Un testículo más chico que el otro: el secreto anatómico que inquieta a millones de hombres y casi nadie consulta

Urólogos advierten que la asimetría testicular es habitual, pero el silencio masculino, el miedo al ridículo y Google a las tres de la mañana convierten un dato normal del cuerpo en una fuente permanente de angustia

La escena es conocida en los consultorios de urología: hombres adultos que llegan con cautela, bajan la voz y formulan la pregunta como si estuvieran confesando un delito menor. Uno de los testículos es más chico que el otro. No desde ayer, no después de un golpe heroico, sino desde siempre. El doctor Mariano L., urólogo del Hospital de Clínicas, lo resume sin dramatismo: “Más del 80% de los pacientes que preguntan por esto no tiene ninguna patología. El cuerpo humano no es simétrico. El problema no es el tamaño, es el silencio”.

Ese silencio suele durar años. Pablo, 42 años, administrativo, cuenta que convivió más de una década con la duda. “Lo noté a los treinta. Pensé que iba a empeorar o que ya era tarde para hacer algo. Nunca me animé a decirlo ni a mi pareja. Cuando fui al médico, me dijeron que era normal y que estaba perfecto. Salí enojado conmigo mismo”. Historias similares se repiten en hospitales públicos y clínicas privadas: hombres que llegan tarde, angustiados y con diagnósticos autoadministrados después de maratones nocturnas en Google.

Los especialistas insisten en que una leve diferencia de tamaño, especialmente entre el testículo izquierdo y el derecho, es frecuente y esperable por cuestiones anatómicas y circulatorias. “La consulta debería activarse cuando hay cambios bruscos, dolor, endurecimiento o aumento rápido de tamaño”, explica la doctora Laura G., del Hospital Italiano. “Pero la mayoría llega por miedo, no por síntomas. Y el miedo suele estar alimentado por ideas muy arraigadas sobre la masculinidad y la fertilidad”.

El impacto psicológico no es menor. Andrés, 35 años, diseñador, relata que la duda se volvió obsesiva. “Empecé a pensar que era menos hombre, que algo no funcionaba bien. Todo sin una sola consulta médica. Era una película que me armé solo”. Según reconocen los profesionales, el pudor sigue siendo una barrera poderosa: muchos hombres prefieren soportar la incertidumbre antes que verbalizarla, incluso en contextos íntimos.

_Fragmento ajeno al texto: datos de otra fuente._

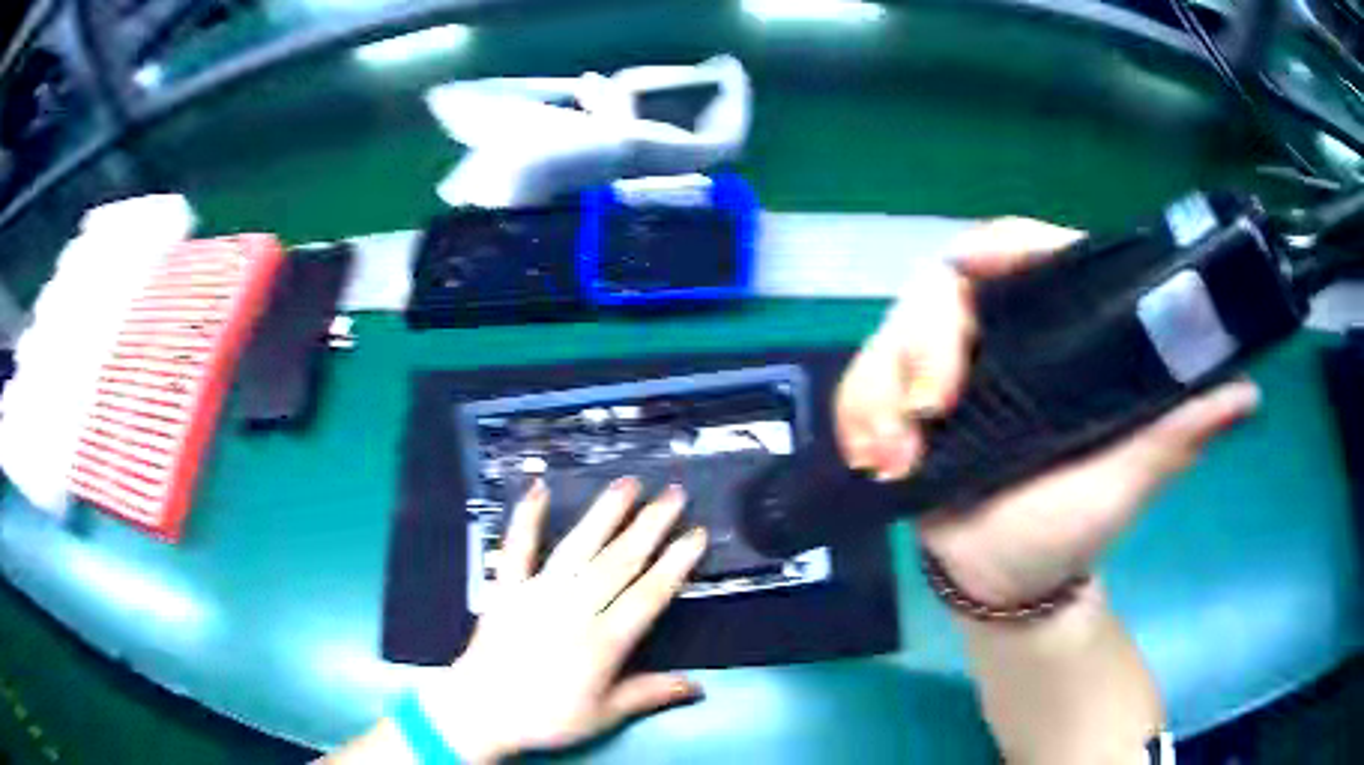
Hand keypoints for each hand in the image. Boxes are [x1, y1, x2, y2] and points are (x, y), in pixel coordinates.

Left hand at [420, 478, 707, 762]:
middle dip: (650, 526)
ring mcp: (537, 593)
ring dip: (604, 514)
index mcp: (603, 641)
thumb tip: (699, 687)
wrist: (481, 712)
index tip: (696, 534)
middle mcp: (574, 608)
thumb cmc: (546, 717)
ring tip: (628, 484)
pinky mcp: (505, 588)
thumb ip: (651, 694)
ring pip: (578, 547)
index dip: (675, 563)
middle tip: (674, 495)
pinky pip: (516, 548)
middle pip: (619, 561)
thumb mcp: (604, 715)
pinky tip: (537, 488)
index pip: (649, 594)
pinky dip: (526, 517)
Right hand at [836, 217, 1260, 605]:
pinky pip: (860, 386)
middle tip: (932, 407)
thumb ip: (1180, 431)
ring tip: (892, 457)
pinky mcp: (902, 407)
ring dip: (877, 388)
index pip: (1022, 251)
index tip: (978, 265)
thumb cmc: (1075, 524)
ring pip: (889, 336)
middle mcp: (997, 336)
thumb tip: (1245, 392)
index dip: (1001, 244)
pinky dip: (855, 414)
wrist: (1011, 577)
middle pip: (940, 288)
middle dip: (921, 341)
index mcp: (1054, 332)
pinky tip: (871, 461)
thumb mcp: (1131, 475)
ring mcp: (944, 370)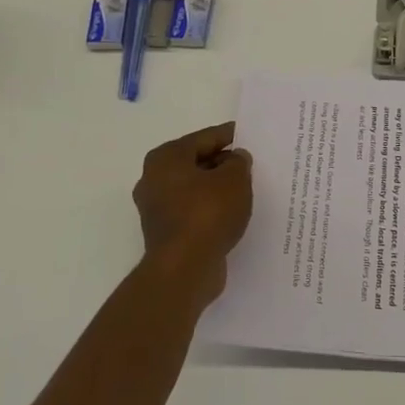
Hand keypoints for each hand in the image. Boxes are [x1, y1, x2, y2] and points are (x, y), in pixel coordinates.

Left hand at [133, 122, 253, 305]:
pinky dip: (211, 209)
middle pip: (196, 162)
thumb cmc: (207, 214)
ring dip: (217, 188)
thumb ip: (239, 162)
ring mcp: (157, 208)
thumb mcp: (234, 180)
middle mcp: (154, 178)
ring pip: (194, 188)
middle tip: (250, 165)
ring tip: (246, 190)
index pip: (204, 138)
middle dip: (222, 163)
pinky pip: (194, 211)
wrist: (184, 269)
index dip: (229, 135)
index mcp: (166, 157)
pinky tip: (232, 214)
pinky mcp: (166, 232)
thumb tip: (236, 158)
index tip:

Desde la medicina, el mensaje es directo y poco épico: observar, palpar y consultar no pone en riesgo la virilidad. La autoexploración testicular regular permite detectar cambios reales y descartar fantasmas. La asimetría leve no es noticia. Lo que sí preocupa a los médicos es el tiempo perdido por miedo o vergüenza. En una época obsesionada con el control del cuerpo y el rendimiento, los testículos siguen siendo un tema tabú. Y ese tabú, advierten, suele pesar más que cualquier diagnóstico.